Affiliation:
1. Botanisches Institut der Universität Düsseldorf, Institut für Landwirtschaftliche Botanik der Universität Bonn und Arbeitsgruppe Landwirtschaft der Kernforschungsanlage Jülich
Abstract
1. The interrelationship of metabolic activities in chloroplasts and cytoplasm of leaf cells of spinach, sugar beet and Elodea has been investigated. Different methods have been adopted to study the intracellular localization of enzymes and the flow of phosphorylated intermediates across the chloroplast membrane. The flow of substrates was investigated by determining the rates of the conversion of substrates added to aqueously isolated chloroplasts, prior to and after destruction of the outer chloroplast membrane. The observed differences yielded information as to whether a substrate could traverse the chloroplast membrane.
Two methods mere used to investigate the localization of enzymes :
a) The percentage distribution of photosynthetic and respiratory enzymes in chloroplasts and cytoplasm was calculated from data on enzyme activities in non-aqueous cell fractions.
b) Low levels of enzymes in chloroplasts in the presence of high cytoplasmatic levels were detected by assaying enzyme activities in preparations of aqueously isolated chloroplasts prior to and after ultrasonic destruction of the outer chloroplast membrane.

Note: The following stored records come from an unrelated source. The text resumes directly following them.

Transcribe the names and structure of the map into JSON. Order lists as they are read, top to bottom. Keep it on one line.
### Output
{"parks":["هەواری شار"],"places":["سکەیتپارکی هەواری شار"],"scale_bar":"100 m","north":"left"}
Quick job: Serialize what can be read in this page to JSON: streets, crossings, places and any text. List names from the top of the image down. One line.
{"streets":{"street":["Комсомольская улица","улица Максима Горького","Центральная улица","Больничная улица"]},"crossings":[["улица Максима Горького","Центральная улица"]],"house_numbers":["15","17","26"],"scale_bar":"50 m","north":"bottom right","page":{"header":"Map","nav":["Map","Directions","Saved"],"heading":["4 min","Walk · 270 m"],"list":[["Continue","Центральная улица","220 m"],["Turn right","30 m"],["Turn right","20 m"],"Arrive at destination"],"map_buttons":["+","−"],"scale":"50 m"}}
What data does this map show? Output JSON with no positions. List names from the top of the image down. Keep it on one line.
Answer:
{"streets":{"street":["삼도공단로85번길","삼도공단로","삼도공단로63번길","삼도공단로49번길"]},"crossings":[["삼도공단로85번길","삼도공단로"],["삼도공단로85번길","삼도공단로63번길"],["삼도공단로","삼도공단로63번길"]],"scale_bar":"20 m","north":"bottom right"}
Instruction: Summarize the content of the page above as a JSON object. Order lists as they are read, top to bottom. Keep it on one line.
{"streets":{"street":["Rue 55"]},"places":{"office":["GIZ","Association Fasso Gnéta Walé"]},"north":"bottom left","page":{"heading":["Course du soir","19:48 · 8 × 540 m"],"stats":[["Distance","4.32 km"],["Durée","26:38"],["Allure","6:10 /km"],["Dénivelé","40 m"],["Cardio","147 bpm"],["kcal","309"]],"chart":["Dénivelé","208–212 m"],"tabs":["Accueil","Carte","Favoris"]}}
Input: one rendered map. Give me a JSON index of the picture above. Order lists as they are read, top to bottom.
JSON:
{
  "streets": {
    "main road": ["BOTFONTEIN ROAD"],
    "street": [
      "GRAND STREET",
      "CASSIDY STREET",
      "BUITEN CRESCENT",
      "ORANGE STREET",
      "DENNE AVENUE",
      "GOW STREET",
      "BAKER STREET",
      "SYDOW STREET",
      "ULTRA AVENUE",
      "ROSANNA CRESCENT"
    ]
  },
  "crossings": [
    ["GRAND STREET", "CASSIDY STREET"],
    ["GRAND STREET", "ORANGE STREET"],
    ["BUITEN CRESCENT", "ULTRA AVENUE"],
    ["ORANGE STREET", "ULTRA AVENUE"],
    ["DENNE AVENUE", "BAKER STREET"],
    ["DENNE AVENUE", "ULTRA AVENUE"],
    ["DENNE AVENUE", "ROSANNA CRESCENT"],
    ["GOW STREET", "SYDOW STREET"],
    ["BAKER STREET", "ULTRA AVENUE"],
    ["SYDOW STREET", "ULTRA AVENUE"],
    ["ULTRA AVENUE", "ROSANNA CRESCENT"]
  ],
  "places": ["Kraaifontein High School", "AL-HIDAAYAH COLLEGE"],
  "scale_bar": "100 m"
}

2. If chloroplasts are isolated in aqueous sucrose buffer, their outer membranes act as an efficient barrier against the penetration of NADP, RuDP, GAP and, in some but not all experiments, of FMP and GMP. PGA, DHAP and, probably to a lesser extent, aspartate, ɑ-ketoglutarate, oxaloacetate and FDP can traverse this membrane. Chloroplast membranes are significantly altered when isolated in NaCI-buffer systems and do not correspond to the in vivo situation.
3. The conversion of Ri-5-P to RuDP occurs exclusively or nearly exclusively in the chloroplasts indicating that phosphoribulokinase and/or ribosephosphate isomerase are located only there.
4. The conversion of Ri-5-P to GAP and SuMP, which is catalyzed by the enzymes ribosephosphate isomerase, xylulosephosphate epimerase and transketolase, proceeds likewise only or at least predominantly in the chloroplasts and not, or only to a small extent, in the cytoplasm.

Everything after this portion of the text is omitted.